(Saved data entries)
• • • •

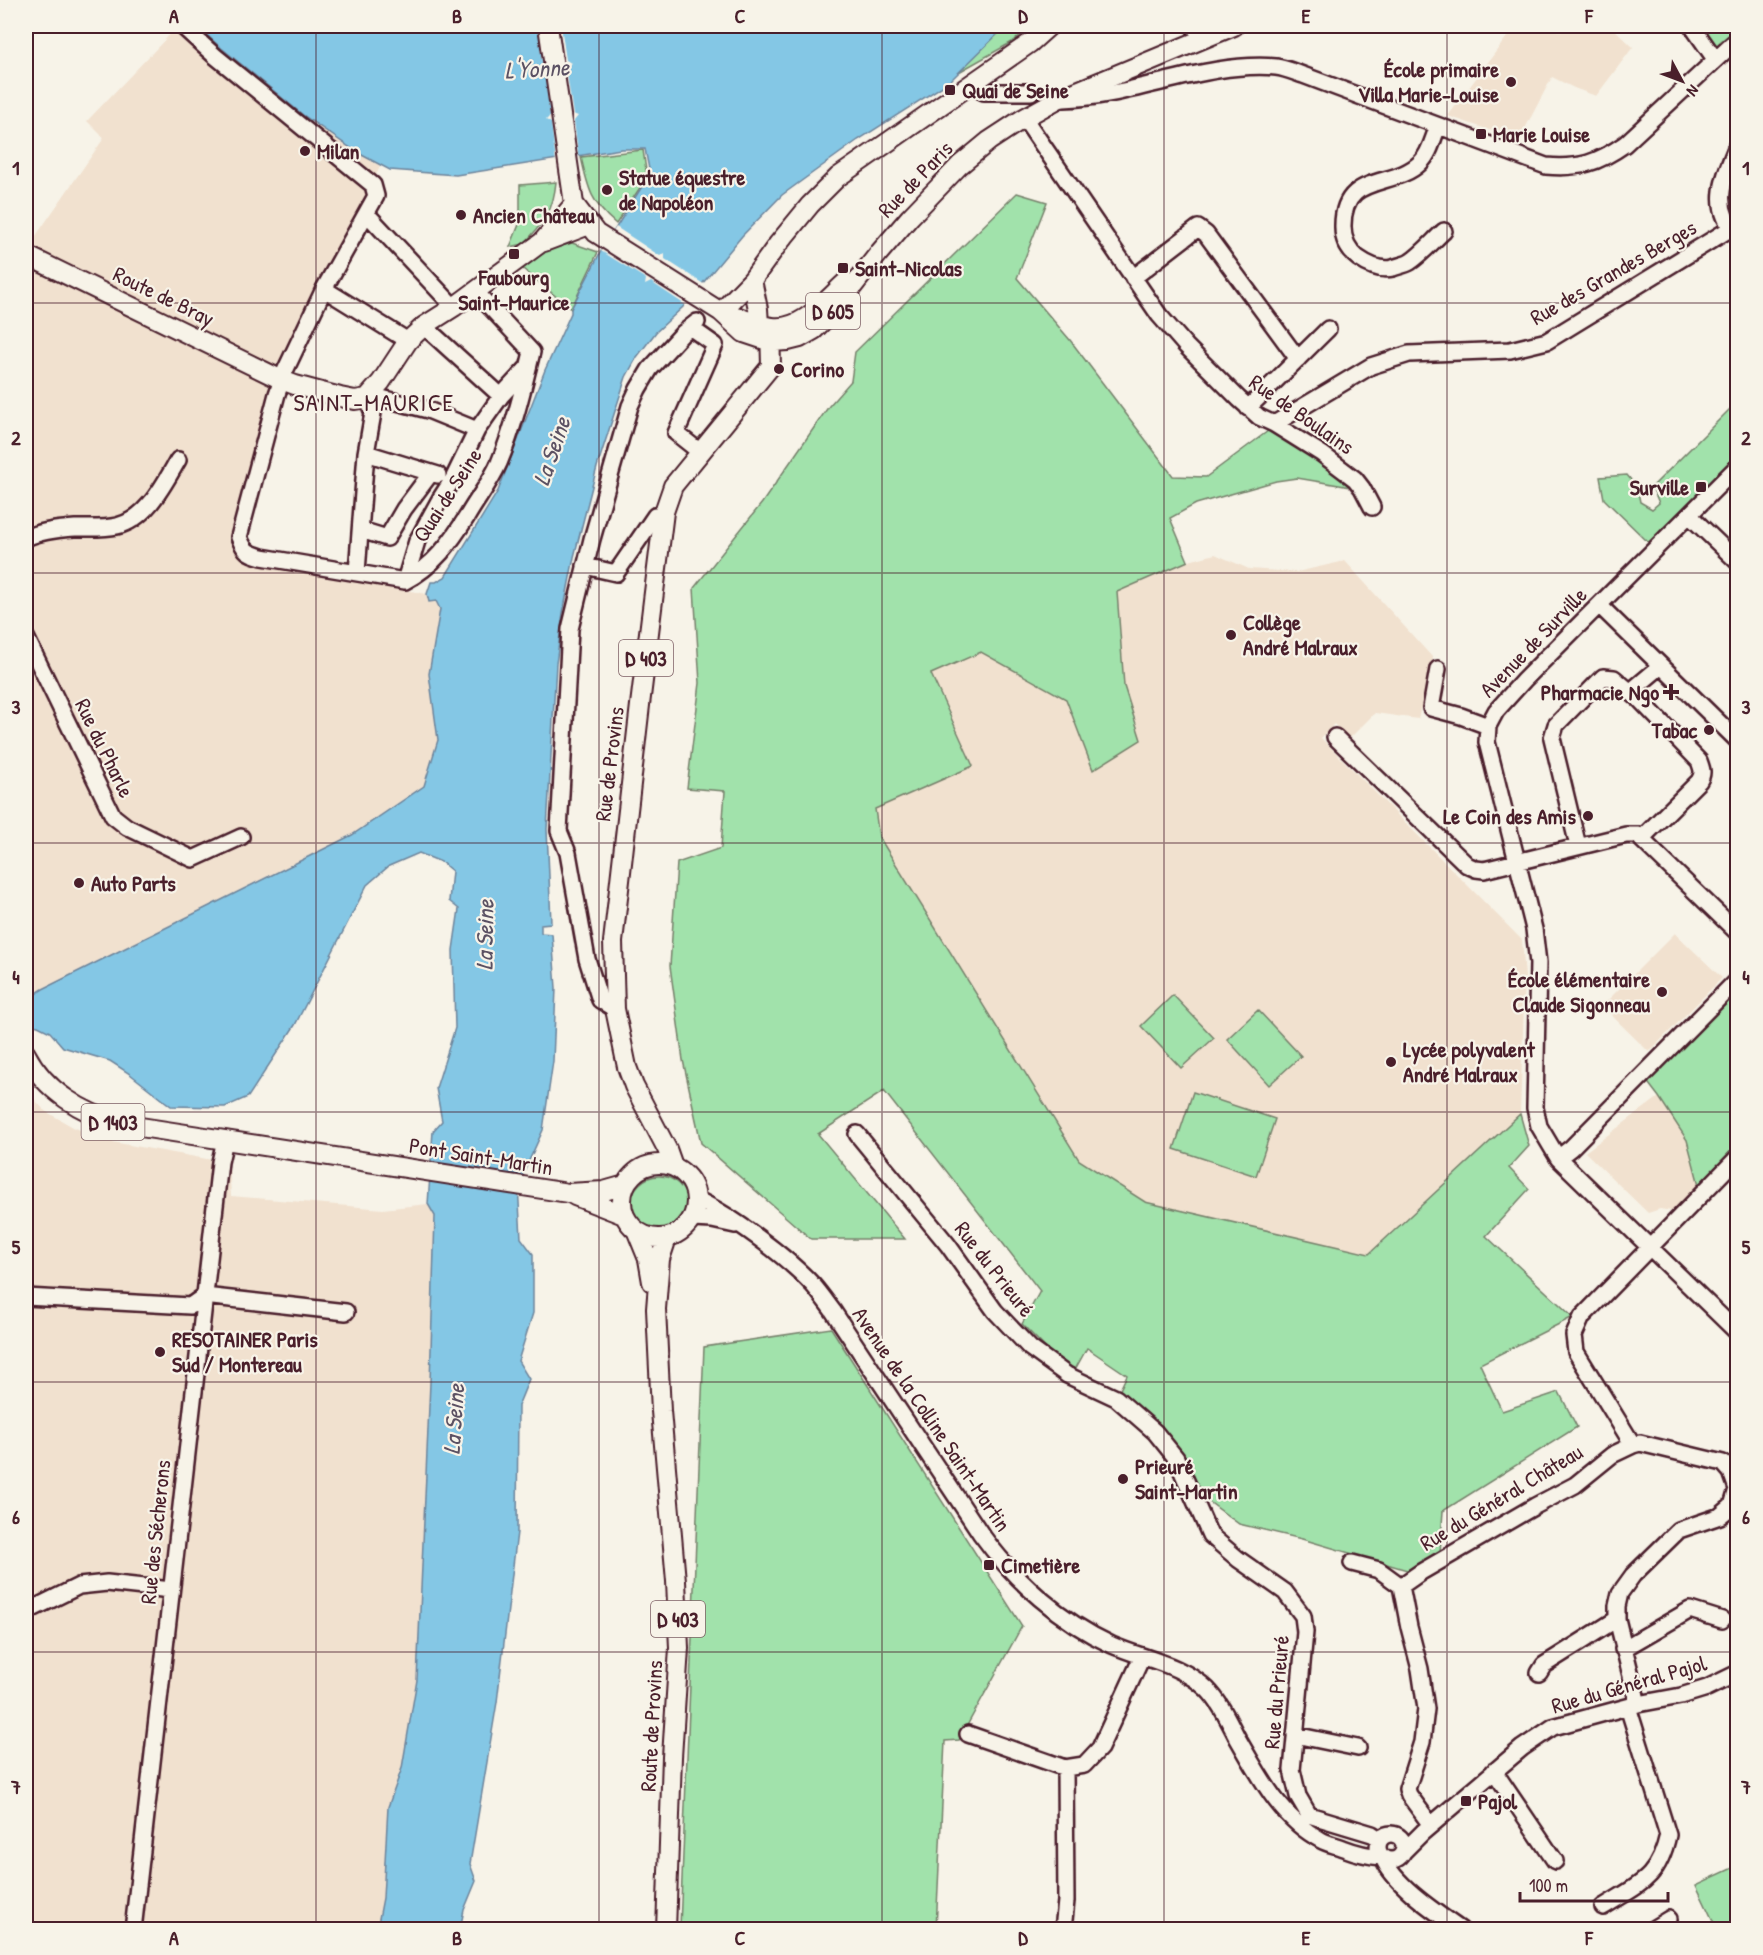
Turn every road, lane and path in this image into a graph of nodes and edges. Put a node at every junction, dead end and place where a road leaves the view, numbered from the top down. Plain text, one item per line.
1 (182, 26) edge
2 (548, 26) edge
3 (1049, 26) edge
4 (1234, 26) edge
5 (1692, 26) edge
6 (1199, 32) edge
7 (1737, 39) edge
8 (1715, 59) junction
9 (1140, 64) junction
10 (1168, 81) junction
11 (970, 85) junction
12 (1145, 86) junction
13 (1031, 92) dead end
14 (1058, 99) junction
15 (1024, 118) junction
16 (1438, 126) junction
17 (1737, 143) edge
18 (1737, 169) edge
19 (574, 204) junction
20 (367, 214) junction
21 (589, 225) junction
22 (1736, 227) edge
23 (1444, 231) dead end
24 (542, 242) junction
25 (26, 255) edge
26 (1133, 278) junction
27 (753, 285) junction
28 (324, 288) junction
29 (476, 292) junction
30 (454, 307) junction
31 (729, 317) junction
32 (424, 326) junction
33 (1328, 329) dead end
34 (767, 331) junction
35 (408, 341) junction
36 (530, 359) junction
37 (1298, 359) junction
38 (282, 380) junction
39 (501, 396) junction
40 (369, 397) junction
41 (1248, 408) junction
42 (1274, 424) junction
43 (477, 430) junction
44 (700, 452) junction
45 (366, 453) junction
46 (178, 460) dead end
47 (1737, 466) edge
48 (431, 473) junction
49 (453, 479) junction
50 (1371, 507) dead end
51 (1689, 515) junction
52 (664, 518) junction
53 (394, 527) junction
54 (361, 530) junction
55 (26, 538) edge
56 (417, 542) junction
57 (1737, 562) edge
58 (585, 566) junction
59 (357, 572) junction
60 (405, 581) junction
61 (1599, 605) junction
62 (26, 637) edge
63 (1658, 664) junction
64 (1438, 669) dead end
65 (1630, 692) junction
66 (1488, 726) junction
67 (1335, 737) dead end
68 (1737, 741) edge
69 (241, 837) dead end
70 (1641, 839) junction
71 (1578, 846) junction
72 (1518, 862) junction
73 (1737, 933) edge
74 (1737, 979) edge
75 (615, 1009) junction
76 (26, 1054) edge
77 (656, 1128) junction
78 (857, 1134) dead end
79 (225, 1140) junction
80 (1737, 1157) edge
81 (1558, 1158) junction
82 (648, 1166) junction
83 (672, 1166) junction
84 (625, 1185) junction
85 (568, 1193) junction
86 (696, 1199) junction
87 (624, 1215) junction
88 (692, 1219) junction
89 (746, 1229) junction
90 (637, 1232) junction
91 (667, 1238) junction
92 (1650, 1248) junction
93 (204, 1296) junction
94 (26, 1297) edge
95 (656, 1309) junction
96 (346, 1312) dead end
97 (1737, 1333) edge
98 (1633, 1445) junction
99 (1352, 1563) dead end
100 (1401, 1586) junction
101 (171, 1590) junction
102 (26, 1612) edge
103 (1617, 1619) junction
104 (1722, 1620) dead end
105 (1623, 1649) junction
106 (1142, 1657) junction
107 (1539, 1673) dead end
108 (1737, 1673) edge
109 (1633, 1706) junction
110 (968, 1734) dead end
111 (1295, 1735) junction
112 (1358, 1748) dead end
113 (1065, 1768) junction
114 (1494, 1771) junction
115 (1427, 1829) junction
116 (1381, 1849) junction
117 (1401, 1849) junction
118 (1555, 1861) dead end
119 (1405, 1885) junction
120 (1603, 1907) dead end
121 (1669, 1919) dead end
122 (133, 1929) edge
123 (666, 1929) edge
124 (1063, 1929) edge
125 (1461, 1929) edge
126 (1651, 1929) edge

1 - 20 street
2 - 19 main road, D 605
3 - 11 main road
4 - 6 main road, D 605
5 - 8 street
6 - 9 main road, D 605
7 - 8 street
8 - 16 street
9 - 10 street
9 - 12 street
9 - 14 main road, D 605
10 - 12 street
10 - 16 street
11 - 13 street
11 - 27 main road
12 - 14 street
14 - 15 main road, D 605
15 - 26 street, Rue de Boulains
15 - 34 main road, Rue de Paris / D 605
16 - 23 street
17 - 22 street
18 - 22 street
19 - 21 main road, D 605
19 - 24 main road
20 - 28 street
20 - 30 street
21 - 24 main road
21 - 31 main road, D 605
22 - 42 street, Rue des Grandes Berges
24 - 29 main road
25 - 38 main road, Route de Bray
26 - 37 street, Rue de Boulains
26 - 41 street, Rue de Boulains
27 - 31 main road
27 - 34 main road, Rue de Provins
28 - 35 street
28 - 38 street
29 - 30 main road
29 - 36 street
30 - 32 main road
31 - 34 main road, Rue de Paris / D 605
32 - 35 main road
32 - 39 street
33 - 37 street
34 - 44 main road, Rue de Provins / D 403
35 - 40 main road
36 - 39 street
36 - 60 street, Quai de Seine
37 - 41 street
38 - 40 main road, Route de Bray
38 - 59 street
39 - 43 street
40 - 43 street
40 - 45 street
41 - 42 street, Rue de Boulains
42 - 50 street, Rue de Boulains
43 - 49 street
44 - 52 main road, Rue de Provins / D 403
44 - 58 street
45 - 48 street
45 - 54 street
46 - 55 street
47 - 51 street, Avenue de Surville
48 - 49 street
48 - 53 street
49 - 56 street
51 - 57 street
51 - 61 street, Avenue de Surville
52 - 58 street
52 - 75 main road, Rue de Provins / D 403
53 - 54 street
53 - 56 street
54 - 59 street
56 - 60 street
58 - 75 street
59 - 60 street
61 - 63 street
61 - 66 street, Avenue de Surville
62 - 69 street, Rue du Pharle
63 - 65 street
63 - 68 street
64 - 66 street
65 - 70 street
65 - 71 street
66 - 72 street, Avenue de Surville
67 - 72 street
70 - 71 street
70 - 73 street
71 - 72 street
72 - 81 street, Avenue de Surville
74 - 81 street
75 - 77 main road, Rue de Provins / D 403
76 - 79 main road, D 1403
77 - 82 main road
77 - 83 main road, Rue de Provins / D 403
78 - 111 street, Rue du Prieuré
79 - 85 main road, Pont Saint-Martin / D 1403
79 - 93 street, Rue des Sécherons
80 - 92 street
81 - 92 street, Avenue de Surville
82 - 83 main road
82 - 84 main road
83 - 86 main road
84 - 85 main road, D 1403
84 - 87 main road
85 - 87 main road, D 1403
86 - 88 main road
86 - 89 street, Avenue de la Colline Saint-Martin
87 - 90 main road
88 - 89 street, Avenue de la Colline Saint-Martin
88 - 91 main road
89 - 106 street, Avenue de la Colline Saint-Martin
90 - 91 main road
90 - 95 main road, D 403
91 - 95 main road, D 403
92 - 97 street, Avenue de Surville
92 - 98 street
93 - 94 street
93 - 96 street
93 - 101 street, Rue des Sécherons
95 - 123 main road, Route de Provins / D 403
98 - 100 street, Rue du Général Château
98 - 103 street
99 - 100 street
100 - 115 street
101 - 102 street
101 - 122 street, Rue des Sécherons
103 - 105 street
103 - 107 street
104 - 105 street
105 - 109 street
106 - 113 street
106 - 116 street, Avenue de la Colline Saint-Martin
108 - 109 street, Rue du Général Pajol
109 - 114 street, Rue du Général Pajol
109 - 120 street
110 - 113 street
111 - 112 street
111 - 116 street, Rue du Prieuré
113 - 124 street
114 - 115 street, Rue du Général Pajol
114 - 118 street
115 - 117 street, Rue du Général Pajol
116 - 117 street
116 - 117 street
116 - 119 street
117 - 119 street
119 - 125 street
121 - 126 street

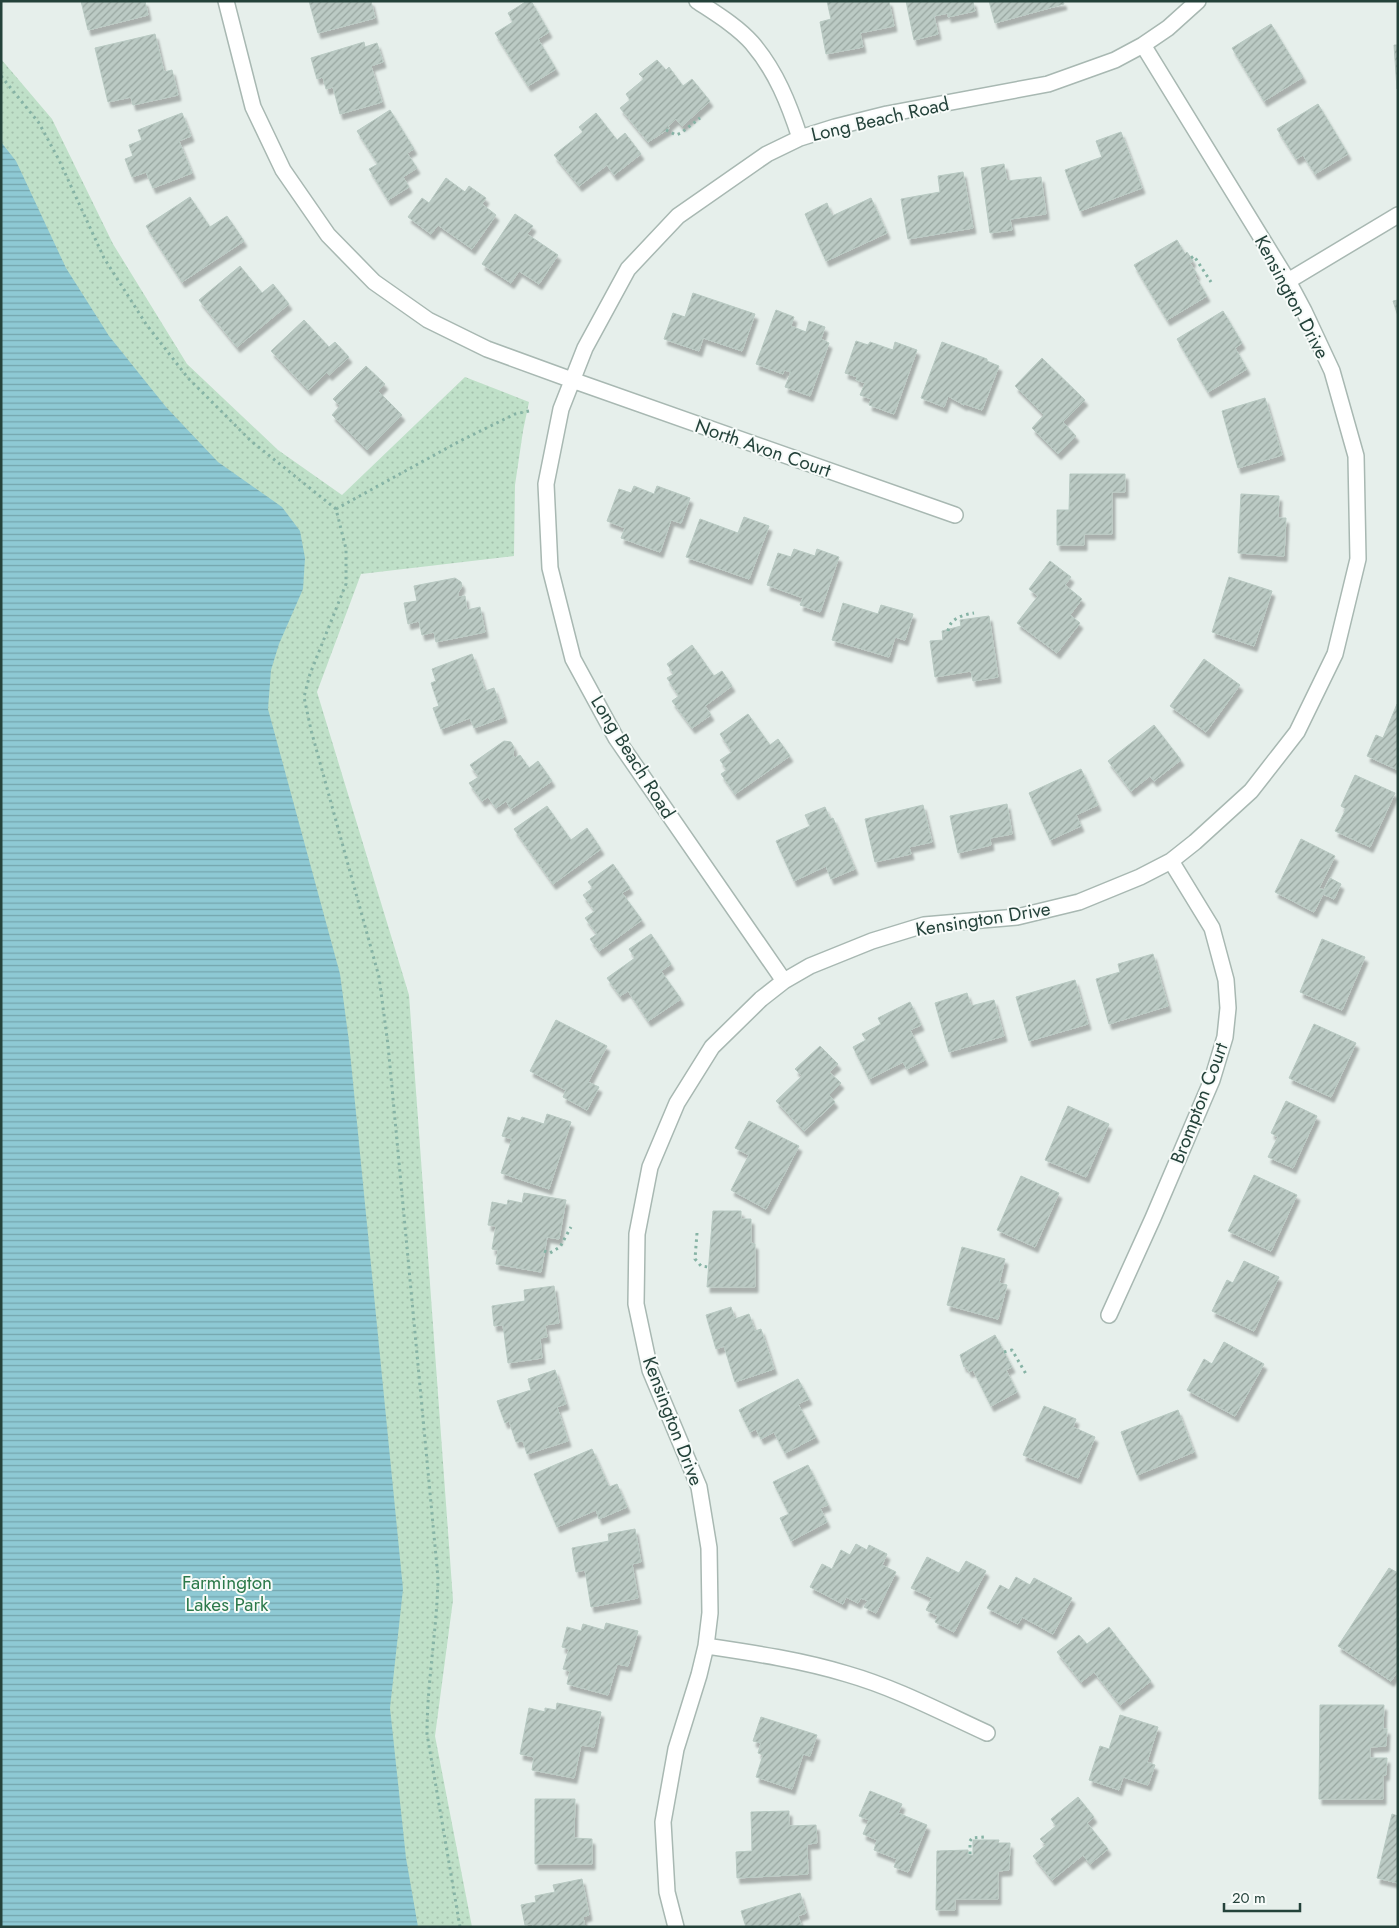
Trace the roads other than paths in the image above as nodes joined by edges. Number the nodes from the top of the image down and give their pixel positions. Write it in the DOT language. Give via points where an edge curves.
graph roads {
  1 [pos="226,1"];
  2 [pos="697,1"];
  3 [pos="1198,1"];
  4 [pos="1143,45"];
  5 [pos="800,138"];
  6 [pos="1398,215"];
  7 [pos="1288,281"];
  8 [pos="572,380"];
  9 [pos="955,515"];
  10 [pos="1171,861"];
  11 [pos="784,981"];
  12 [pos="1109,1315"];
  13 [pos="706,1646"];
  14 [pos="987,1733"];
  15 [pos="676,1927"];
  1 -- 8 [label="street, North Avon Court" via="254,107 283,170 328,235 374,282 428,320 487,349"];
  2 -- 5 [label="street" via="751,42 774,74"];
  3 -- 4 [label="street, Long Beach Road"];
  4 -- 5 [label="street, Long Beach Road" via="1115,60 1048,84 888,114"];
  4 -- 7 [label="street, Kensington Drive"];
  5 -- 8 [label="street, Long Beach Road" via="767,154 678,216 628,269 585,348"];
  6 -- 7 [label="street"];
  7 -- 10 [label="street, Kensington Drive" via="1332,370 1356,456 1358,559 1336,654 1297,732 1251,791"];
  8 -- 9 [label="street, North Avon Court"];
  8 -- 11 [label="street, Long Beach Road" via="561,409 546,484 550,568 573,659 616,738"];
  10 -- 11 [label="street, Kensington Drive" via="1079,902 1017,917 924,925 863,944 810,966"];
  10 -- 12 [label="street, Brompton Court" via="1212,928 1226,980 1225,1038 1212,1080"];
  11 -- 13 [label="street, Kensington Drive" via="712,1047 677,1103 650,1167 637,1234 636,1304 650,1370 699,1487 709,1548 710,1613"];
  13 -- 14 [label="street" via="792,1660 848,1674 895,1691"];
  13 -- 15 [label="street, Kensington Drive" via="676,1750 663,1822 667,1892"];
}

• • • •

Output nothing but the lines from the one containing "Trace the roads" through the last line of the data, exactly as they stand.

SOLUTION TO THE PROBLEM:
Trace the roads other than paths in the image above as nodes joined by edges. Number the nodes from the top of the image down and give their pixel positions. Write it in the DOT language. Give via points where an edge curves.
graph roads {
  1 [pos="226,1"];
  2 [pos="697,1"];
  3 [pos="1198,1"];
  4 [pos="1143,45"];
  5 [pos="800,138"];
  6 [pos="1398,215"];
  7 [pos="1288,281"];
  8 [pos="572,380"];
  9 [pos="955,515"];
  10 [pos="1171,861"];
  11 [pos="784,981"];
  12 [pos="1109,1315"];
  13 [pos="706,1646"];
  14 [pos="987,1733"];
  15 [pos="676,1927"];
  1 -- 8 [label="street, North Avon Court" via="254,107 283,170 328,235 374,282 428,320 487,349"];
  2 -- 5 [label="street" via="751,42 774,74"];
  3 -- 4 [label="street, Long Beach Road"];
  4 -- 5 [label="street, Long Beach Road" via="1115,60 1048,84 888,114"];
  4 -- 7 [label="street, Kensington Drive"];
  5 -- 8 [label="street, Long Beach Road" via="767,154 678,216 628,269 585,348"];
  6 -- 7 [label="street"];
  7 -- 10 [label="street, Kensington Drive" via="1332,370 1356,456 1358,559 1336,654 1297,732 1251,791"];
  8 -- 9 [label="street, North Avon Court"];
  8 -- 11 [label="street, Long Beach Road" via="561,409 546,484 550,568 573,659 616,738"];
  10 -- 11 [label="street, Kensington Drive" via="1079,902 1017,917 924,925 863,944 810,966"];
  10 -- 12 [label="street, Brompton Court" via="1212,928 1226,980 1225,1038 1212,1080"];
  11 -- 13 [label="street, Kensington Drive" via="712,1047 677,1103 650,1167 637,1234 636,1304 650,1370 699,1487 709,1548 710,1613"];
  13 -- 14 [label="street" via="792,1660 848,1674 895,1691"];
  13 -- 15 [label="street, Kensington Drive" via="676,1750 663,1822 667,1892"];
}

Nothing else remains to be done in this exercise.